[Task instructions] Pictures don't belong in the copy; print all the records exactly.

[Given entries]

* * *

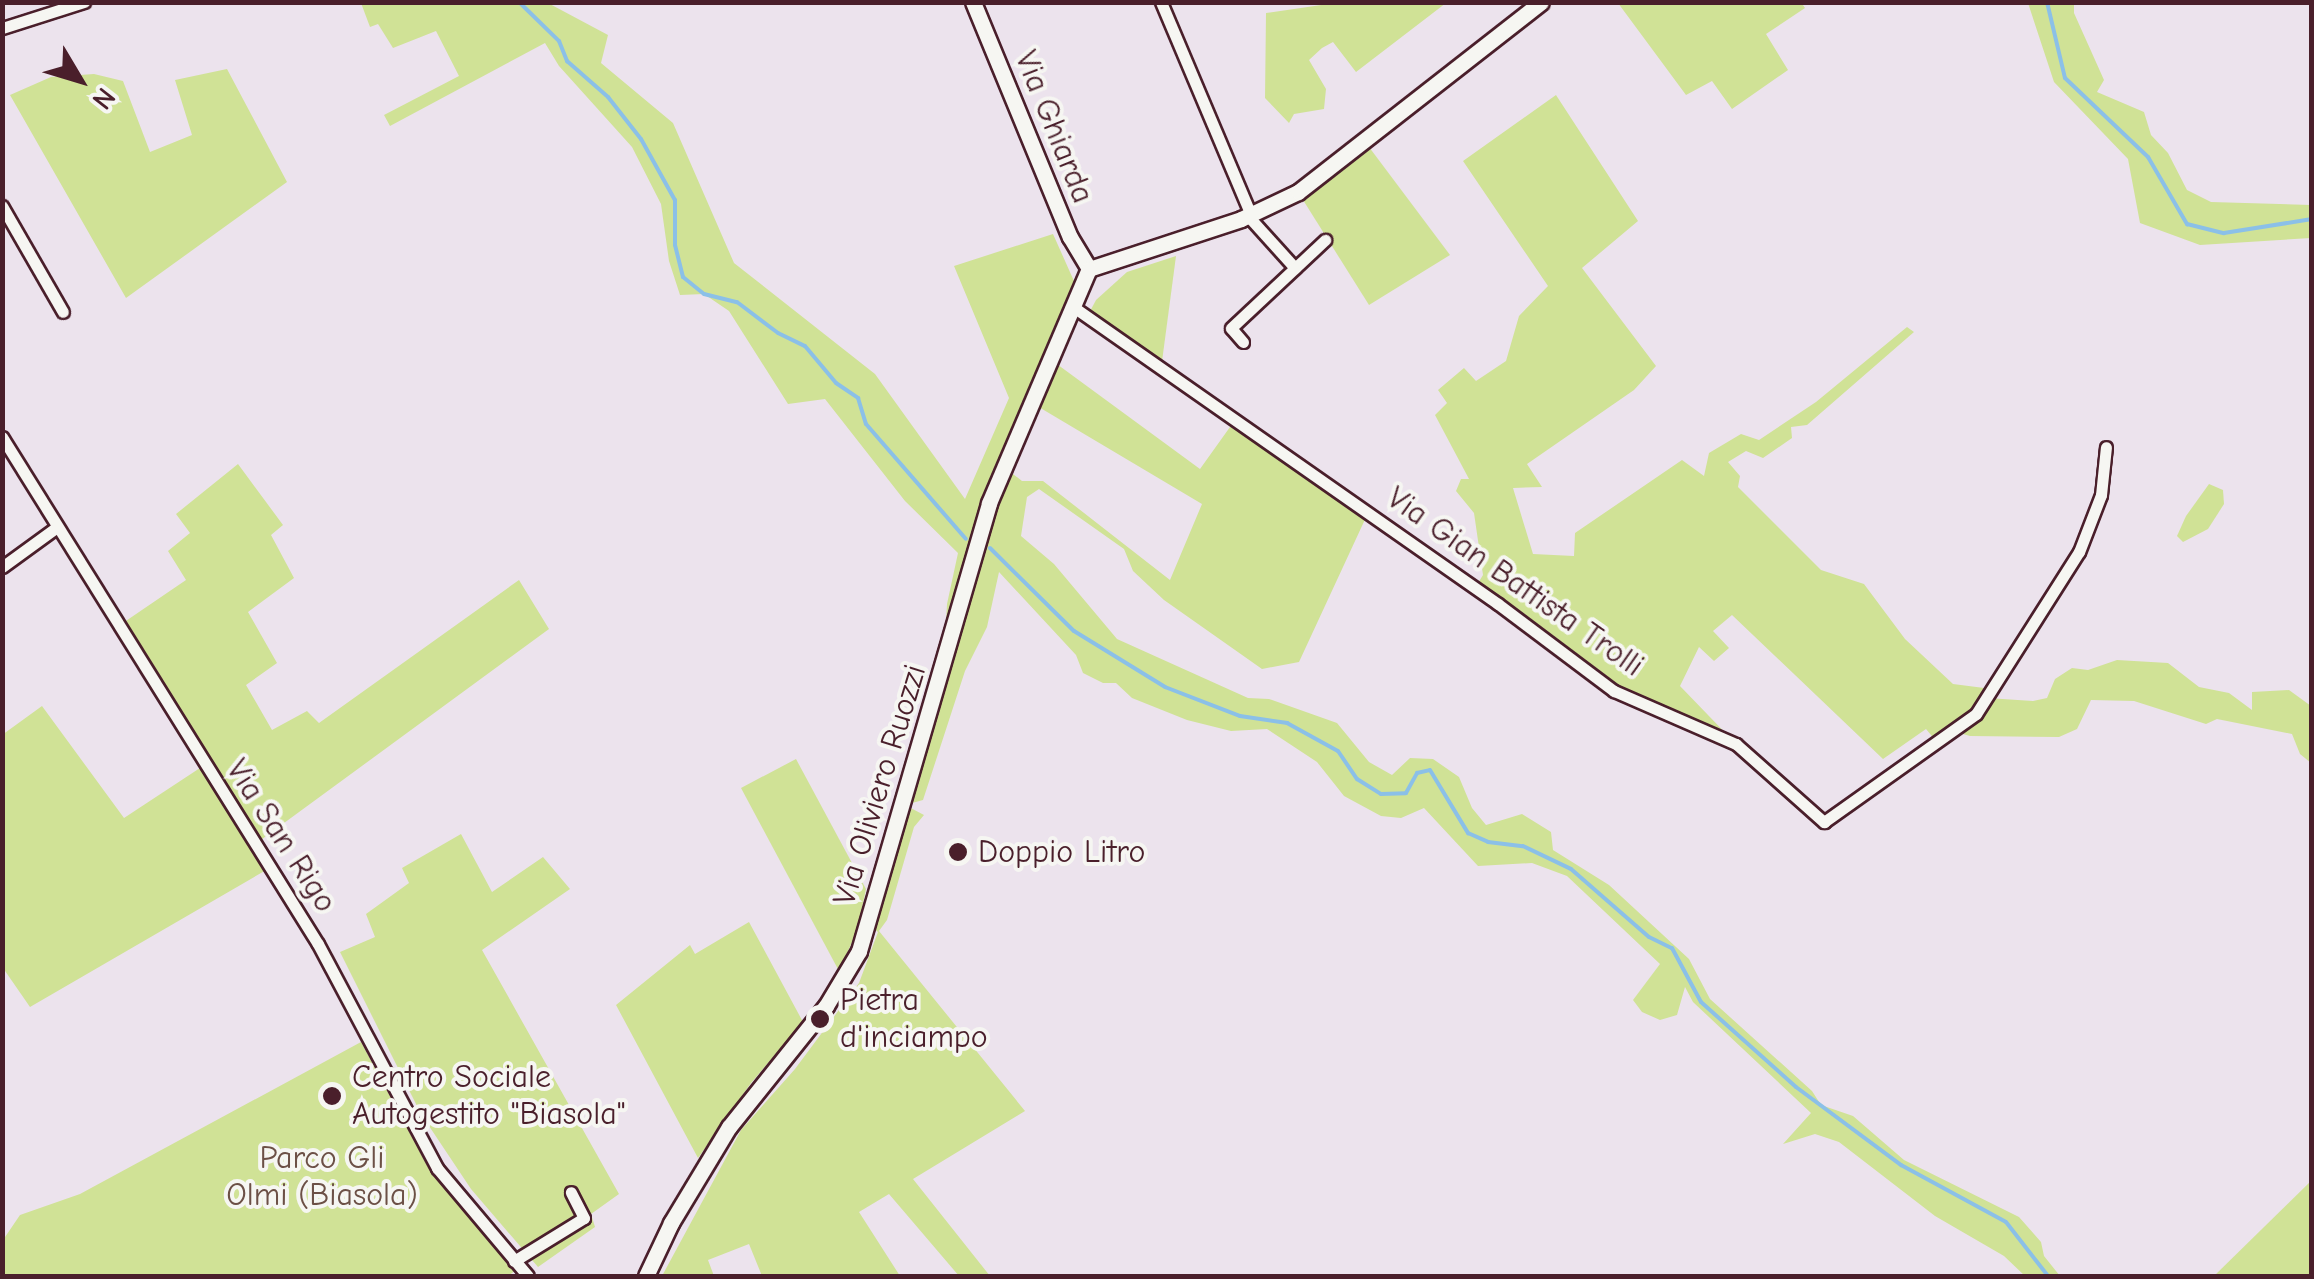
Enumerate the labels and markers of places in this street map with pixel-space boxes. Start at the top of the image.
place label: Doppio Litro [978,833,1145,871]
marker: Doppio Litro [947,841,969,863]
place label: Pietra d'inciampo [840,982,988,1057]
marker: Pietra d'inciampo [809,1008,831,1030]
place label: Centro Sociale Autogestito "Biasola" [352,1059,626,1134]
marker: Centro Sociale Autogestito "Biasola" [321,1085,343,1107]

* * *

[Result for this task]
Enumerate the labels and markers of places in this street map with pixel-space boxes. Start at the top of the image.
place label: Doppio Litro [978,833,1145,871]
marker: Doppio Litro [947,841,969,863]
place label: Pietra d'inciampo [840,982,988,1057]
marker: Pietra d'inciampo [809,1008,831,1030]
place label: Centro Sociale Autogestito "Biasola" [352,1059,626,1134]
marker: Centro Sociale Autogestito "Biasola" [321,1085,343,1107]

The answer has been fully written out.